# Requirement:
Copy out the entries exactly. Print them in full.

*** Given data ***

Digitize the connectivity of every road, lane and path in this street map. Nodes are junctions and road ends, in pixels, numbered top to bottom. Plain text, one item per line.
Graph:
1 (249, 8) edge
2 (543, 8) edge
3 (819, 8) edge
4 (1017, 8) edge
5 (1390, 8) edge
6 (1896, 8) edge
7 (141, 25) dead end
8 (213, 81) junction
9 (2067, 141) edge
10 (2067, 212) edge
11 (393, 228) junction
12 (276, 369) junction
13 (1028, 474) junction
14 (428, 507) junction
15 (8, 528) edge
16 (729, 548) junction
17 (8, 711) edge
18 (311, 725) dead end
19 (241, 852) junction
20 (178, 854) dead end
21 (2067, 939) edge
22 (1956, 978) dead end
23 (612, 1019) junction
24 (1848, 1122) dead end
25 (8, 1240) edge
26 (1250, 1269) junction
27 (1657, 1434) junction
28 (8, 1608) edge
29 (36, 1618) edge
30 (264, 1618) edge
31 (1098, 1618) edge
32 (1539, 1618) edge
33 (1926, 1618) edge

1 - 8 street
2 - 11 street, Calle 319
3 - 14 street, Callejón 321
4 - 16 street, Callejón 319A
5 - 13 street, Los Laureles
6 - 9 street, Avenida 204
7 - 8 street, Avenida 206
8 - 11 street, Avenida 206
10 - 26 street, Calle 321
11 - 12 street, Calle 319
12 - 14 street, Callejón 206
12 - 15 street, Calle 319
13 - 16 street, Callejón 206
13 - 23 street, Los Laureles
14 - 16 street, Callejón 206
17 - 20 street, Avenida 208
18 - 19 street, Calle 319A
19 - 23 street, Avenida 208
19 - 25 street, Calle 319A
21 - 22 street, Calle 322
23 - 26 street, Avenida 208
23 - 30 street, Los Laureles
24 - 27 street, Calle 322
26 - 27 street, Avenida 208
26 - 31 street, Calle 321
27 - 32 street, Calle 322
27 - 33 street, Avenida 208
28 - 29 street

***

# Output for this task:
Digitize the connectivity of every road, lane and path in this street map. Nodes are junctions and road ends, in pixels, numbered top to bottom. Plain text, one item per line.
Graph:
1 (249, 8) edge
2 (543, 8) edge
3 (819, 8) edge
4 (1017, 8) edge
5 (1390, 8) edge
6 (1896, 8) edge
7 (141, 25) dead end
8 (213, 81) junction
9 (2067, 141) edge
10 (2067, 212) edge
11 (393, 228) junction
12 (276, 369) junction
13 (1028, 474) junction
14 (428, 507) junction
15 (8, 528) edge
16 (729, 548) junction
17 (8, 711) edge
18 (311, 725) dead end
19 (241, 852) junction
20 (178, 854) dead end
21 (2067, 939) edge
22 (1956, 978) dead end
23 (612, 1019) junction
24 (1848, 1122) dead end
25 (8, 1240) edge
26 (1250, 1269) junction
27 (1657, 1434) junction
28 (8, 1608) edge
29 (36, 1618) edge
30 (264, 1618) edge
31 (1098, 1618) edge
32 (1539, 1618) edge
33 (1926, 1618) edge

1 - 8 street
2 - 11 street, Calle 319
3 - 14 street, Callejón 321
4 - 16 street, Callejón 319A
5 - 13 street, Los Laureles
6 - 9 street, Avenida 204
7 - 8 street, Avenida 206
8 - 11 street, Avenida 206
10 - 26 street, Calle 321
11 - 12 street, Calle 319
12 - 14 street, Callejón 206
12 - 15 street, Calle 319
13 - 16 street, Callejón 206
13 - 23 street, Los Laureles
14 - 16 street, Callejón 206
17 - 20 street, Avenida 208
18 - 19 street, Calle 319A
19 - 23 street, Avenida 208
19 - 25 street, Calle 319A
21 - 22 street, Calle 322
23 - 26 street, Avenida 208
23 - 30 street, Los Laureles
24 - 27 street, Calle 322
26 - 27 street, Avenida 208
26 - 31 street, Calle 321
27 - 32 street, Calle 322
27 - 33 street, Avenida 208
28 - 29 street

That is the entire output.